When I was in the AWA research lab I had some ideas on a different form of silicon-metal contact and managed to get a grant from the then Australian Research Grants Committee to do some work in that. It became pretty obvious that I would not be able to get the work done nearly as rapidly at AWA as I could at the University of New South Wales, so the ARGC agreed to the transfer of the grant there. Then Martin Green, in my department, joined me and, so to speak, took off with the baton. He and his colleague were awarded the Australia Prize this year for their outstanding developments in increasing the efficiency of conversion of solar energy to electricity and also because of the vastly deeper insights that they have into what is actually going on in the semiconductor structure when the sunlight hits it.
I also got interested in solar energy generally and other forms of conversion principally mechanical through heating. I used to give a course of lectures at the university on solar energy conversion, doing quite a bit of work on biological techniques plant growth, basically, or conversion into firewood, to put it into straightforward technology.
Broadly speaking, do you think the Martin Green approach is the most promising way forward in solar energy?
Well, solar energy has always had niche applications. There are many isolated repeater stations for cross-country microwave transmission and so forth which benefit from photovoltaic cells. But one always has to have storage associated with it for when the sun is not shining, mainly during night or heavy cloud although even under heavy cloud conditions there is probably 25 to 30 per cent of the energy still falling on the cell. As the price of solar cells comes down, the potential applications for it increase, and they increase still further as the prices of coal and oil go up.

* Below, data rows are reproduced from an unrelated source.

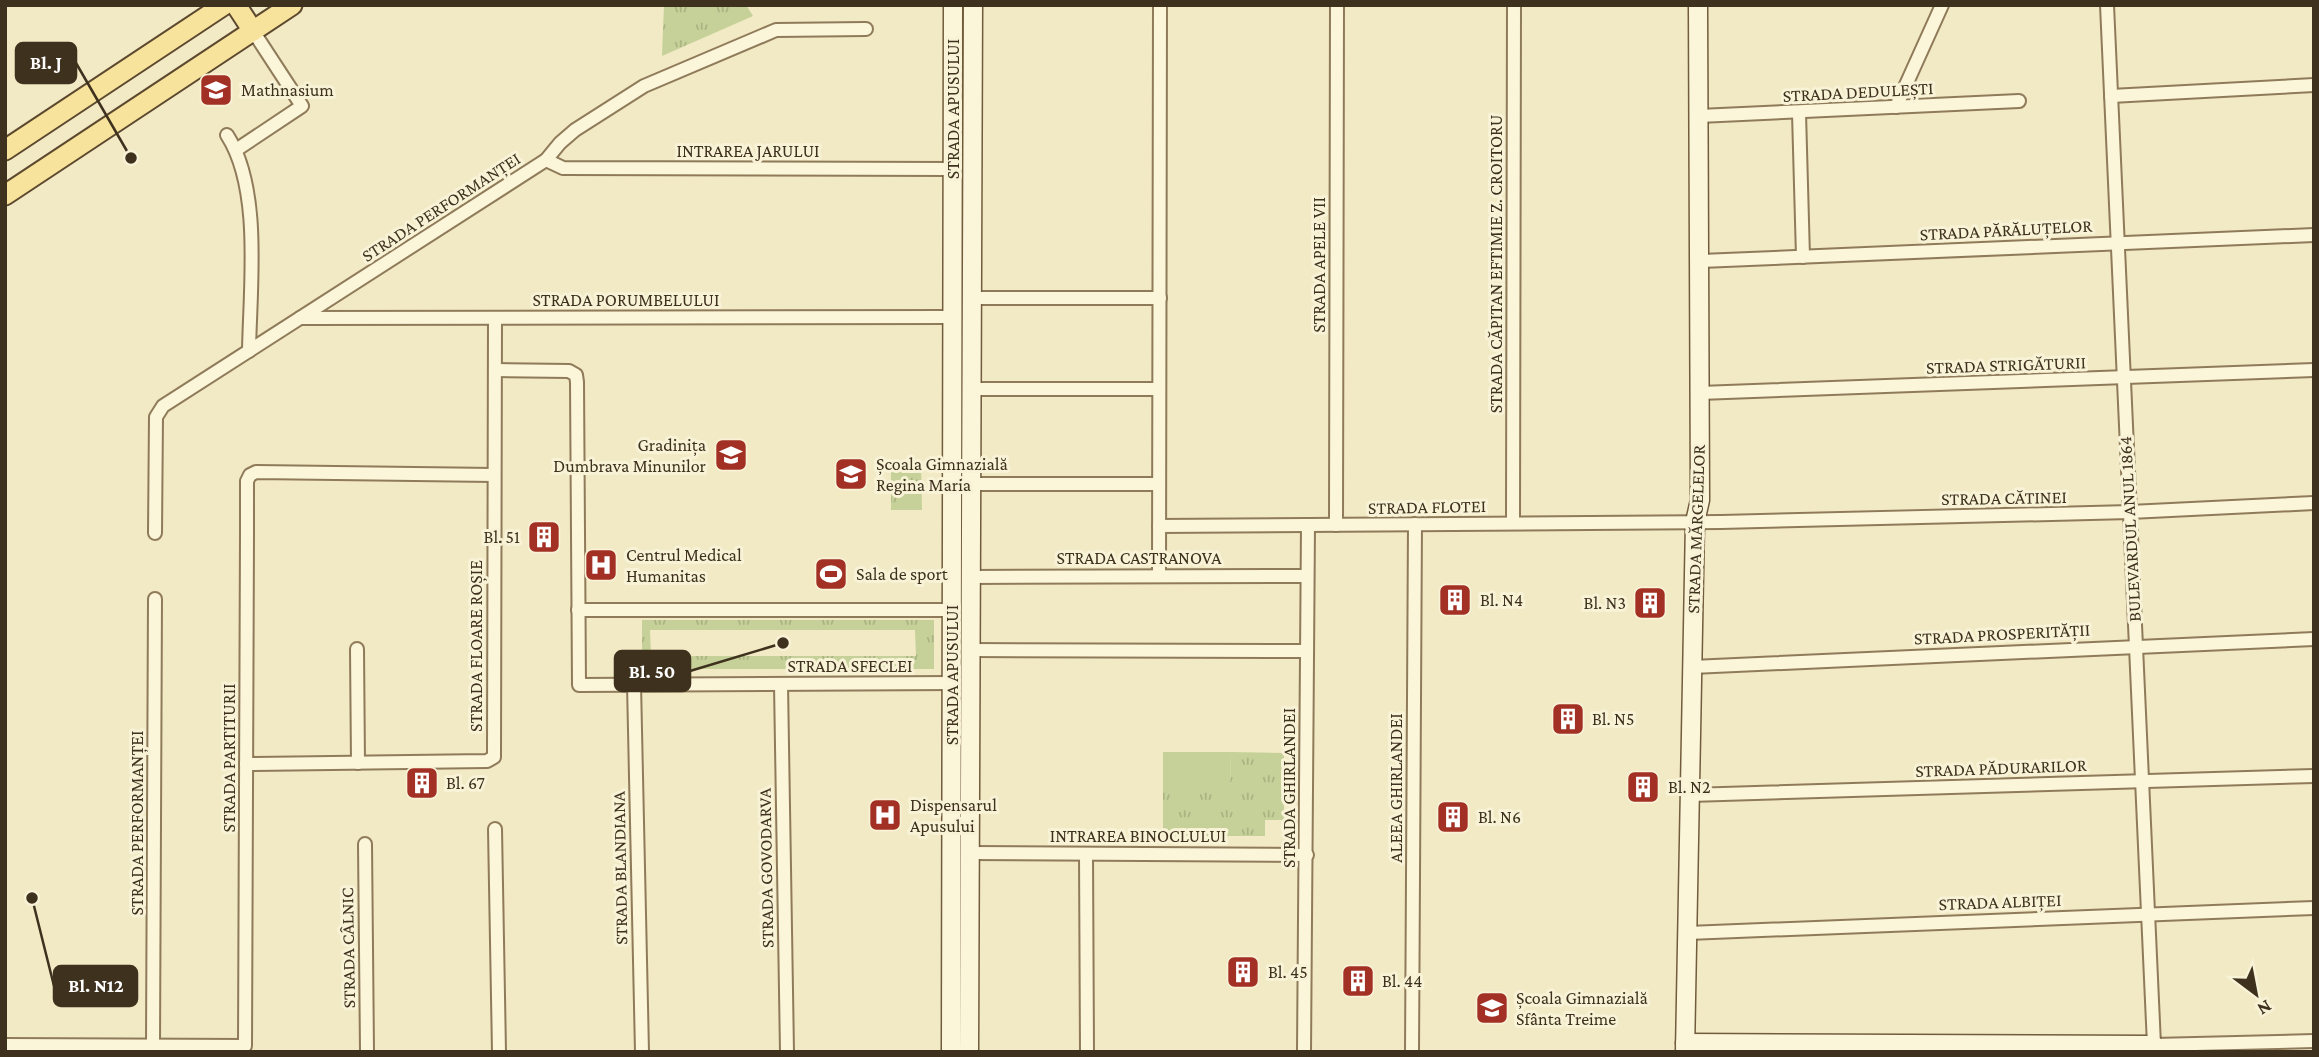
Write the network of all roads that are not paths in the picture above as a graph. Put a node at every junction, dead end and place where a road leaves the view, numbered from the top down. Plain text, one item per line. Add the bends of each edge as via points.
1 (224, 5) edge
2 (236, 5) edge
3 (292, 5) edge
4 (953, 5) edge
5 (973, 5) edge
6 (1160, 5) edge
7 (1337, 5) edge
8 (1514, 5) edge
9 (1698, 5) edge
10 (1942, 5) edge
11 (2107, 5) edge
12 (866, 29) dead end
13 (253, 31) junction
14 (2314, 85) edge
15 (2111, 96) junction
16 (2019, 101) dead end
17 (1896, 107) junction
18 (1799, 113) junction
19 (1699, 116) junction
20 (227, 135) dead end
21 (5, 150) edge
22 (236, 150) junction
23 (545, 160) junction
24 (953, 169) junction
25 (5, 195) edge
26 (2314, 234) edge
27 (2118, 243) junction
28 (1803, 257) junction
29 (1701, 261) junction
30 (953, 298) junction
31 (972, 298) junction
32 (1160, 298) junction
33 (953, 317) junction
34 (300, 318) junction
35 (495, 318) junction
36 (249, 351) junction
37 (495, 370) junction
38 (2314, 370) edge
39 (2123, 378) junction
40 (953, 389) junction
41 (971, 389) junction
42 (1159, 389) junction
43 (1700, 393) junction
44 (494, 475) junction
45 (971, 484) junction
46 (1159, 484) junction
47 (2314, 503) edge
48 (2130, 512) junction
49 (1695, 522) junction
50 (1513, 523) junction
51 (1415, 524) junction
52 (1308, 525) junction
53 (1336, 525) junction
54 (1159, 526) junction
55 (155, 533) dead end
56 (1159, 576) junction
57 (1307, 576) junction
58 (971, 577) junction
59 (155, 599) dead end
60 (578, 610) junction
61 (952, 610) junction
62 (2314, 639) edge
63 (2136, 645) junction
64 (357, 649) dead end
65 (961, 650) junction
66 (1307, 651) junction
67 (1692, 667) junction
68 (634, 684) junction
69 (781, 684) junction
70 (961, 684) junction
71 (358, 763) junction
72 (246, 764) junction
73 (2314, 776) edge
74 (2142, 782) junction
75 (1690, 796) junction
76 (495, 829) dead end
77 (365, 844) dead end
78 (961, 853) junction
79 (1086, 854) junction
80 (1307, 855) junction
81 (2314, 908) edge
82 (2148, 914) junction
83 (1688, 933) junction
84 (2314, 1041) edge
85 (5, 1045) edge
86 (153, 1046) junction
87 (1685, 1048) edge
88 (2154, 1048) edge
89 (367, 1052) edge
90 (499, 1052) edge
91 (642, 1052) edge
92 (787, 1052) edge
93 (951, 1052) edge
94 (969, 1052) edge
95 (1087, 1052) edge
96 (1304, 1052) edge
97 (1412, 1052) edge

1 - 21 main road
2 - 13 main road
3 - 13 main road
4 - 24 main road, STRADA APUSULUI
5 - 31 main road, STRADA APUSULUI
6 - 32 street, STRADA CASTRANOVA
7 - 53 street, STRADA APELE VII
8 - 50 street, STRADA CĂPITAN EFTIMIE Z. CROITORU
9 - 19 main road, STRADA MĂRGELELOR
10 - 17 street
11 - 15 street, BULEVARDUL ANUL 1864
12 - 23 street, STRADA PERFORMANȚEI via 783,28 764,35 644,86 575,130
13 - 22 street via 302,106
13 - 25 main road
14 - 15 street
15 - 27 street, BULEVARDUL ANUL 1864
16 - 17 street, STRADA DEDULEȘTI
17 - 18 street, STRADA DEDULEȘTI
18 - 19 street, STRADA DEDULEȘTI
18 - 28 street
19 - 29 main road, STRADA MĂRGELELOR
20 - 22 street
22 - 36 street via 251,207
23 - 24 street, INTRAREA JARULUI via 563,168
23 - 34 street, STRADA PERFORMANȚEI
24 - 30 main road, STRADA APUSULUI
26 - 27 street, STRADA PĂRĂLUȚELOR
27 - 28 street, STRADA PĂRĂLUȚELOR
27 - 39 street, BULEVARDUL ANUL 1864
28 - 29 street, STRADA PĂRĂLUȚELOR
29 - 43 main road, STRADA MĂRGELELOR
30 - 31 main road
30 - 33 main road, STRADA APUSULUI
31 - 32 street
31 - 41 main road, STRADA APUSULUI
32 - 42 street, STRADA CASTRANOVA
33 - 35 street, STRADA PORUMBELULUI
33 - 40 main road, STRADA APUSULUI
34 - 35 street, STRADA PORUMBELULUI
34 - 36 street, STRADA PERFORMANȚEI
35 - 37 street, STRADA FLOARE ROȘIE
36 - 55 street, STRADA PERFORMANȚEI via 157,412
37 - 44 street, STRADA FLOARE ROȘIE
37 - 60 street via 569,371 576,375
38 - 39 street, STRADA STRIGĂTURII
39 - 43 street, STRADA STRIGĂTURII
39 - 48 street, BULEVARDUL ANUL 1864
40 - 41 main road
40 - 61 main road, STRADA APUSULUI
41 - 42 street
41 - 45 main road, STRADA APUSULUI
42 - 46 street, STRADA CASTRANOVA
43 - 49 main road, STRADA MĂRGELELOR via 1700,500
44 - 71 street, STRADA FLOARE ROȘIE via 494,757 487,761
44 - 72 street, STRADA PARTITURII via 250,475
45 - 46 street
45 - 58 main road, STRADA APUSULUI
46 - 54 street, STRADA CASTRANOVA
47 - 48 street, STRADA CĂTINEI
48 - 49 street, STRADA CĂTINEI
48 - 63 street, BULEVARDUL ANUL 1864
49 - 50 street, STRADA FLOTEI
49 - 67 main road, STRADA MĂRGELELOR
50 - 51 street, STRADA FLOTEI
51 - 53 street, STRADA FLOTEI
51 - 97 street, ALEEA GHIRLANDEI
52 - 53 street, STRADA FLOTEI
52 - 54 street, STRADA FLOTEI
52 - 57 street, STRADA GHIRLANDEI
54 - 56 street, STRADA CASTRANOVA
56 - 57 street, STRADA CASTRANOVA
56 - 58 street, STRADA CASTRANOVA
57 - 66 street, STRADA GHIRLANDEI
58 - 65 main road, STRADA APUSULUI
59 - 86 street, STRADA PERFORMANȚEI
60 - 61 street
60 - 68 street, STRADA SFECLEI via 579,685
61 - 65 main road, STRADA APUSULUI
62 - 63 street, STRADA PROSPERITĂȚII
63 - 67 street, STRADA PROSPERITĂȚII
63 - 74 street, BULEVARDUL ANUL 1864
64 - 71 street
65 - 66 street, STRADA APUSULUI
65 - 70 main road, STRADA APUSULUI
66 - 80 street, STRADA GHIRLANDEI
67 - 75 main road, STRADA MĂRGELELOR
68 - 69 street, STRADA SFECLEI
68 - 91 street, STRADA BLANDIANA
69 - 70 street, STRADA SFECLEI
69 - 92 street, STRADA GOVODARVA
70 - 78 main road, STRADA APUSULUI
71 - 72 street, STRADA FLOARE ROȘIE
72 - 86 street, STRADA PARTITURII via 245,1046
73 - 74 street, STRADA PĂDURARILOR
74 - 75 street, STRADA PĂDURARILOR
74 - 82 street, BULEVARDUL ANUL 1864
75 - 83 main road, STRADA MĂRGELELOR
76 - 90 street
77 - 89 street, STRADA CÂLNIC
78 - 79 street, INTRAREA BINOCLULUI
78 - 93 main road, STRADA APUSULUI
78 - 94 main road, STRADA APUSULUI
79 - 80 street, INTRAREA BINOCLULUI
79 - 95 street
80 - 96 street, STRADA GHIRLANDEI
81 - 82 street, STRADA ALBIȚEI
82 - 83 street, STRADA ALBIȚEI
82 - 88 street, BULEVARDUL ANUL 1864
83 - 87 main road, STRADA MĂRGELELOR
84 - 88 street
85 - 86 street, STRADA PARTITURII
87 - 88 main road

There is in Australia quite an extended range of tidal opportunities, which the French have shown work very well in generating electricity. The problem for us is that it is all up on the north-west coast, around Broome and Derby, where there aren’t any industries to use it. Once a way has been worked out to convert the electricity generated up there into a useful product, like aluminium or some other material that is readily transported, then it may take off. I am never too sure about heat applications, other than solar energy for architectural heating and so on.
Do you mean in capturing the sun’s rays and concentrating them?
Yes. If you are not dealing with direct sunlight but tracking and concentrating, you collect only about 70 per cent of the energy that is falling; the other 30 per cent comes from scatter in the rest of the sky. I think that ultimately, when we run out of stored energy resources like coal and oil, we will have to switch to nuclear generation or solar energy generation.
An edited transcript of the full interview can be found at http://www.science.org.au/scientists/ld.htm.
Focus questions
- In the late 1950s, Bell Laboratories in the US had 150 'basic' scientists out of 5000 scientists. What do you see as the difference between 'basic' and 'applied' research? How does one often help the other?
- Davies mentions the niche applications of solar energy. What are these? What are the characteristics of solar energy that, at the present time, restrict it to these niche applications? What factors might increase the potential applications for solar energy?